• _What needs to be done_
What you return should match every record exactly, with the images removed.

• _Provided material_
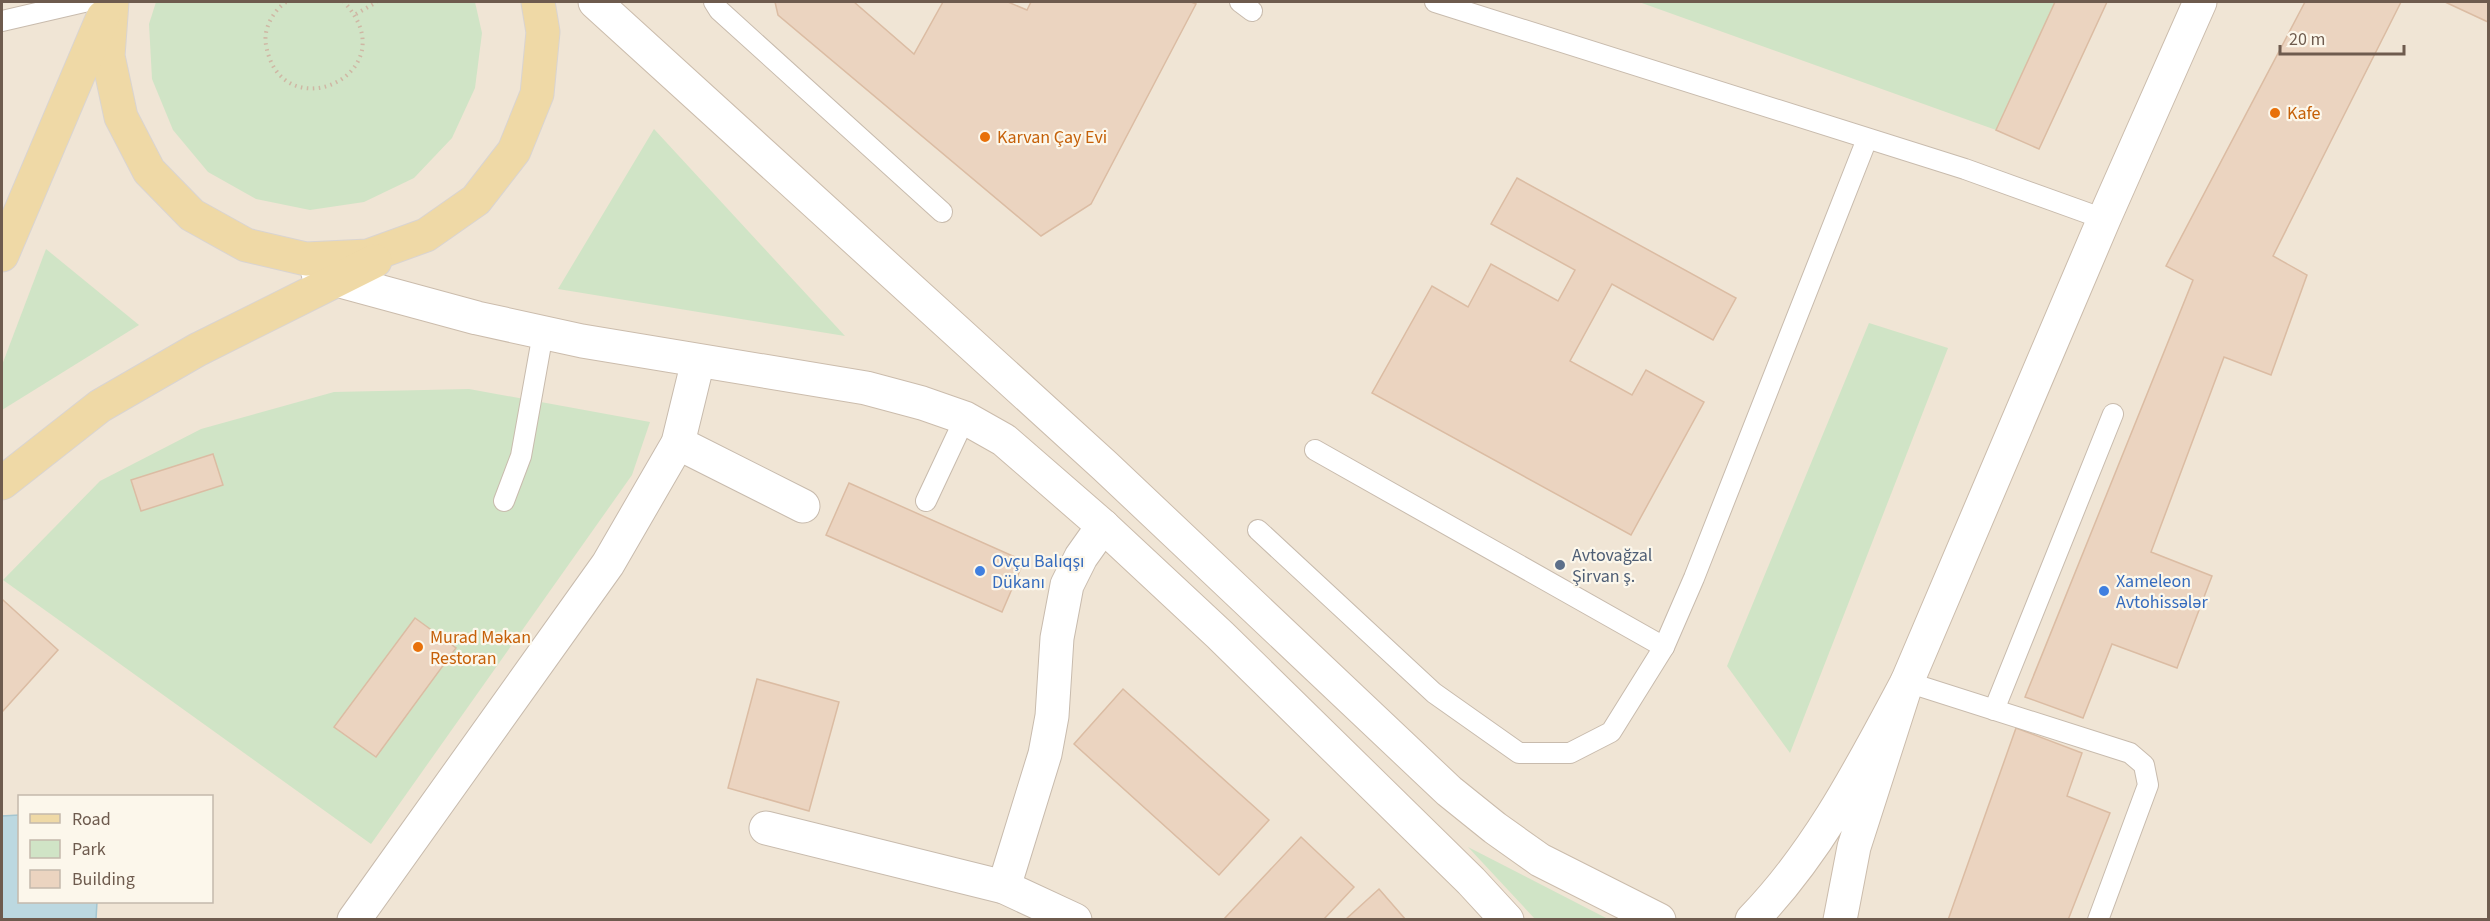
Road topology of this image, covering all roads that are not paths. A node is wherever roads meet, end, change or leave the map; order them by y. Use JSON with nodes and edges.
{"nodes":[{"id":1,"x":84,"y":2,"type":"edge"},
{"id":2,"x":111,"y":2,"type":"edge"},
{"id":3,"x":595,"y":2,"type":"edge"},
{"id":4,"x":714,"y":2,"type":"edge"},
{"id":5,"x":1435,"y":2,"type":"edge"},
{"id":6,"x":2200,"y":2,"type":"edge"},
{"id":7,"x":542,"y":12,"type":"edge"},
{"id":8,"x":2,"y":21,"type":"edge"},
{"id":9,"x":1867,"y":139,"type":"junction"},
{"id":10,"x":942,"y":212,"type":"dead end"},
{"id":11,"x":2104,"y":219,"type":"junction"},
{"id":12,"x":426,"y":235,"type":"junction"},
{"id":13,"x":246,"y":246,"type":"junction"},
{"id":14,"x":2,"y":255,"type":"edge"},
{"id":15,"x":337,"y":280,"type":"junction"},
{"id":16,"x":543,"y":333,"type":"junction"},
{"id":17,"x":698,"y":361,"type":"junction"},
{"id":18,"x":2113,"y":414,"type":"dead end"},
{"id":19,"x":965,"y":418,"type":"junction"},
{"id":20,"x":678,"y":443,"type":"junction"},
{"id":21,"x":1315,"y":450,"type":"dead end"},
{"id":22,"x":2,"y":483,"type":"edge"},
{"id":23,"x":504,"y":501,"type":"dead end"},
{"id":24,"x":926,"y":501,"type":"dead end"},
{"id":25,"x":802,"y":506,"type":"dead end"},
{"id":26,"x":1103,"y":526,"type":"junction"},
{"id":27,"x":1258,"y":530,"type":"dead end"},
{"id":28,"x":1664,"y":647,"type":"junction"},
{"id":29,"x":1907,"y":682,"type":"junction"},
{"id":30,"x":1994,"y":710,"type":"junction"},
{"id":31,"x":766,"y":828,"type":"dead end"},
{"id":32,"x":1004,"y":887,"type":"junction"},
{"id":33,"x":354,"y":920,"type":"edge"},
{"id":34,"x":1075,"y":920,"type":"edge"},
{"id":35,"x":1507,"y":920,"type":"edge"},
{"id":36,"x":1659,"y":920,"type":"edge"},
{"id":37,"x":1752,"y":920,"type":"edge"},
{"id":38,"x":1840,"y":920,"type":"edge"},
{"id":39,"x":2098,"y":920,"type":"edge"}],
"edges":[{"from":1,"to":8,"type":"lane"},
{"from":2,"to":13,"type":"main road"},
{"from":2,"to":14,"type":"main road"},
{"from":3,"to":36,"type":"main road"},
{"from":4,"to":10,"type":"lane"},
{"from":5,"to":9,"type":"lane"},
{"from":6,"to":11,"type":"main road"},
{"from":7,"to":12,"type":"main road"},
{"from":9,"to":11,"type":"lane"},
{"from":9,"to":28,"type":"lane"},
{"from":11,"to":29,"type":"main road"},
{"from":12,"to":13,"type":"main road"},
{"from":12,"to":15,"type":"main road"},
{"from":13,"to":15,"type":"main road"},
{"from":15,"to":16,"type":"main road"},
{"from":15,"to":22,"type":"main road"},
{"from":16,"to":17,"type":"main road"},
{"from":16,"to":23,"type":"lane"},
{"from":17,"to":19,"type":"main road"},
{"from":17,"to":20,"type":"main road"},
{"from":18,"to":30,"type":"lane"},
{"from":19,"to":24,"type":"lane"},
{"from":19,"to":26,"type":"main road"},
{"from":20,"to":25,"type":"main road"},
{"from":20,"to":33,"type":"main road"},
{"from":21,"to":28,"type":"lane"},
{"from":26,"to":32,"type":"main road"},
{"from":26,"to":35,"type":"main road"},
{"from":27,"to":28,"type":"lane"},
{"from":29,"to":30,"type":"lane"},
{"from":29,"to":37,"type":"main road"},
{"from":29,"to":38,"type":"main road"},
{"from":30,"to":39,"type":"lane"},
{"from":31,"to":32,"type":"main road"},
{"from":32,"to":34,"type":"main road"}]}
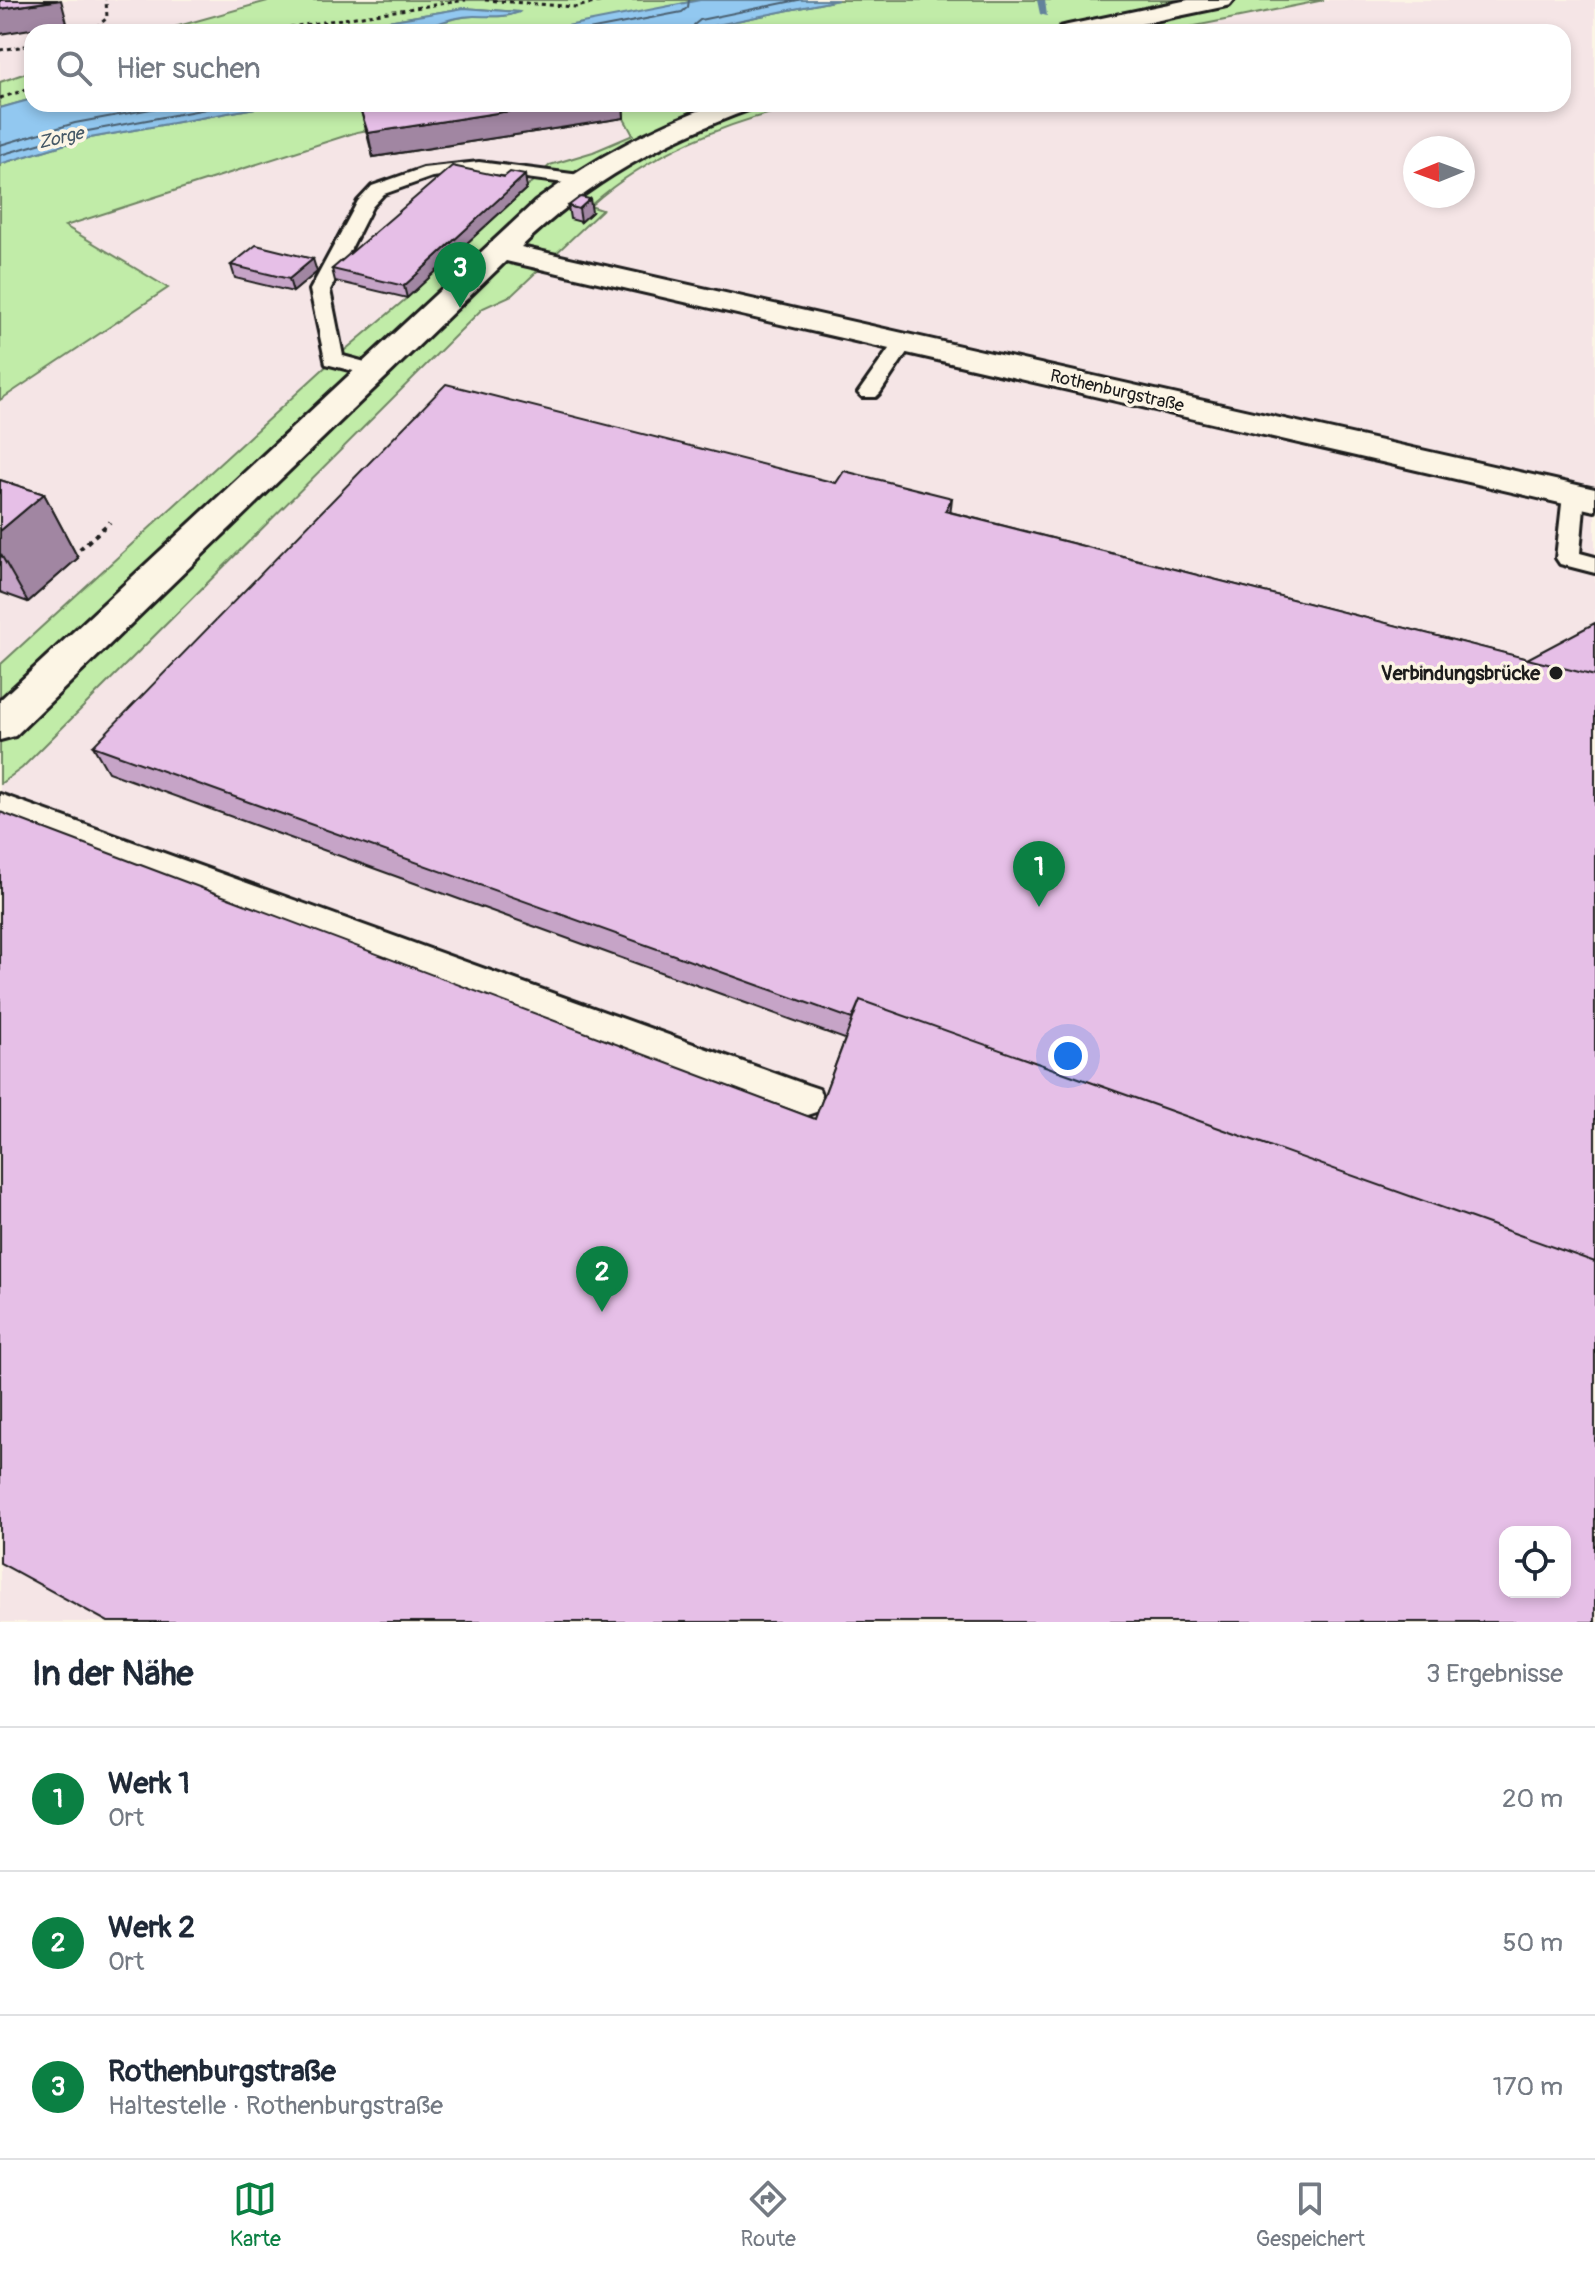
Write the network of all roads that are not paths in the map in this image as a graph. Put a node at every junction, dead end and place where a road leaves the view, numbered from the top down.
1 (1222, 0) edge
2 (1106, 24) edge
3 (719, 112) edge
4 (580, 180) junction
5 (499, 251) junction
6 (903, 343) junction
7 (373, 370) junction
8 (869, 393) dead end
9 (1585, 497) edge
10 (1595, 565) edge
11 (0, 725) edge
12 (0, 805) edge
13 (807, 1100) dead end

1 - 2 street
3 - 4 street
4 - 5 street
4 - 7 lane
5 - 6 street, Rothenburgstraße
5 - 7 street
6 - 8 lane
6 - 9 street, Rothenburgstraße
7 - 11 street
9 - 10 lane
12 - 13 lane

• _Result below_
Road topology of this image, covering all roads that are not paths. A node is wherever roads meet, end, change or leave the map; order them by y. Use JSON with nodes and edges.
{"nodes":[{"id":1,"x":84,"y":2,"type":"edge"},
{"id":2,"x":111,"y":2,"type":"edge"},
{"id":3,"x":595,"y":2,"type":"edge"},
{"id":4,"x":714,"y":2,"type":"edge"},
{"id":5,"x":1435,"y":2,"type":"edge"},
{"id":6,"x":2200,"y":2,"type":"edge"},
{"id":7,"x":542,"y":12,"type":"edge"},
{"id":8,"x":2,"y":21,"type":"edge"},
{"id":9,"x":1867,"y":139,"type":"junction"},
{"id":10,"x":942,"y":212,"type":"dead end"},
{"id":11,"x":2104,"y":219,"type":"junction"},
{"id":12,"x":426,"y":235,"type":"junction"},
{"id":13,"x":246,"y":246,"type":"junction"},
{"id":14,"x":2,"y":255,"type":"edge"},
{"id":15,"x":337,"y":280,"type":"junction"},
{"id":16,"x":543,"y":333,"type":"junction"},
{"id":17,"x":698,"y":361,"type":"junction"},
{"id":18,"x":2113,"y":414,"type":"dead end"},
{"id":19,"x":965,"y":418,"type":"junction"},
{"id":20,"x":678,"y":443,"type":"junction"},
{"id":21,"x":1315,"y":450,"type":"dead end"},
{"id":22,"x":2,"y":483,"type":"edge"},
{"id":23,"x":504,"y":501,"type":"dead end"},
{"id":24,"x":926,"y":501,"type":"dead end"},
{"id":25,"x":802,"y":506,"type":"dead end"},
{"id":26,"x":1103,"y":526,"type":"junction"},
{"id":27,"x":1258,"y":530,"type":"dead end"},
{"id":28,"x":1664,"y":647,"type":"junction"},
{"id":29,"x":1907,"y":682,"type":"junction"},
{"id":30,"x":1994,"y":710,"type":"junction"},
{"id":31,"x":766,"y":828,"type":"dead end"},
{"id":32,"x":1004,"y":887,"type":"junction"},
{"id":33,"x":354,"y":920,"type":"edge"},
{"id":34,"x":1075,"y":920,"type":"edge"},
{"id":35,"x":1507,"y":920,"type":"edge"},
{"id":36,"x":1659,"y":920,"type":"edge"},
{"id":37,"x":1752,"y":920,"type":"edge"},
{"id":38,"x":1840,"y":920,"type":"edge"},
{"id":39,"x":2098,"y":920,"type":"edge"}],
"edges":[{"from":1,"to":8,"type":"lane"},
{"from":2,"to":13,"type":"main road"},
{"from":2,"to":14,"type":"main road"},
{"from":3,"to":36,"type":"main road"},
{"from":4,"to":10,"type":"lane"},
{"from":5,"to":9,"type":"lane"},
{"from":6,"to":11,"type":"main road"},
{"from":7,"to":12,"type":"main road"},
{"from":9,"to":11,"type":"lane"},
{"from":9,"to":28,"type":"lane"},
{"from":11,"to":29,"type":"main road"},
{"from":12,"to":13,"type":"main road"},
{"from":12,"to":15,"type":"main road"},
{"from":13,"to":15,"type":"main road"},
{"from":15,"to":16,"type":"main road"},
{"from":15,"to":22,"type":"main road"},
{"from":16,"to":17,"type":"main road"},
{"from":16,"to":23,"type":"lane"},
{"from":17,"to":19,"type":"main road"},
{"from":17,"to":20,"type":"main road"},
{"from":18,"to":30,"type":"lane"},
{"from":19,"to":24,"type":"lane"},
{"from":19,"to":26,"type":"main road"},
{"from":20,"to":25,"type":"main road"},
{"from":20,"to":33,"type":"main road"},
{"from":21,"to":28,"type":"lane"},
{"from":26,"to":32,"type":"main road"},
{"from":26,"to":35,"type":"main road"},
{"from":27,"to":28,"type":"lane"},
{"from":29,"to":30,"type":"lane"},
{"from":29,"to":37,"type":"main road"},
{"from":29,"to":38,"type":"main road"},
{"from":30,"to":39,"type":"lane"},
{"from":31,"to":32,"type":"main road"},
{"from":32,"to":34,"type":"main road"}]}
Write the network of all roads that are not paths in the map in this image as a graph. Put a node at every junction, dead end and place where a road leaves the view, numbered from the top down.
1 (1222, 0) edge
2 (1106, 24) edge
3 (719, 112) edge
4 (580, 180) junction
5 (499, 251) junction
6 (903, 343) junction
7 (373, 370) junction
8 (869, 393) dead end
9 (1585, 497) edge
10 (1595, 565) edge
11 (0, 725) edge
12 (0, 805) edge
13 (807, 1100) dead end

1 - 2 street
3 - 4 street
4 - 5 street
4 - 7 lane
5 - 6 street, Rothenburgstraße
5 - 7 street
6 - 8 lane
6 - 9 street, Rothenburgstraße
7 - 11 street
9 - 10 lane
12 - 13 lane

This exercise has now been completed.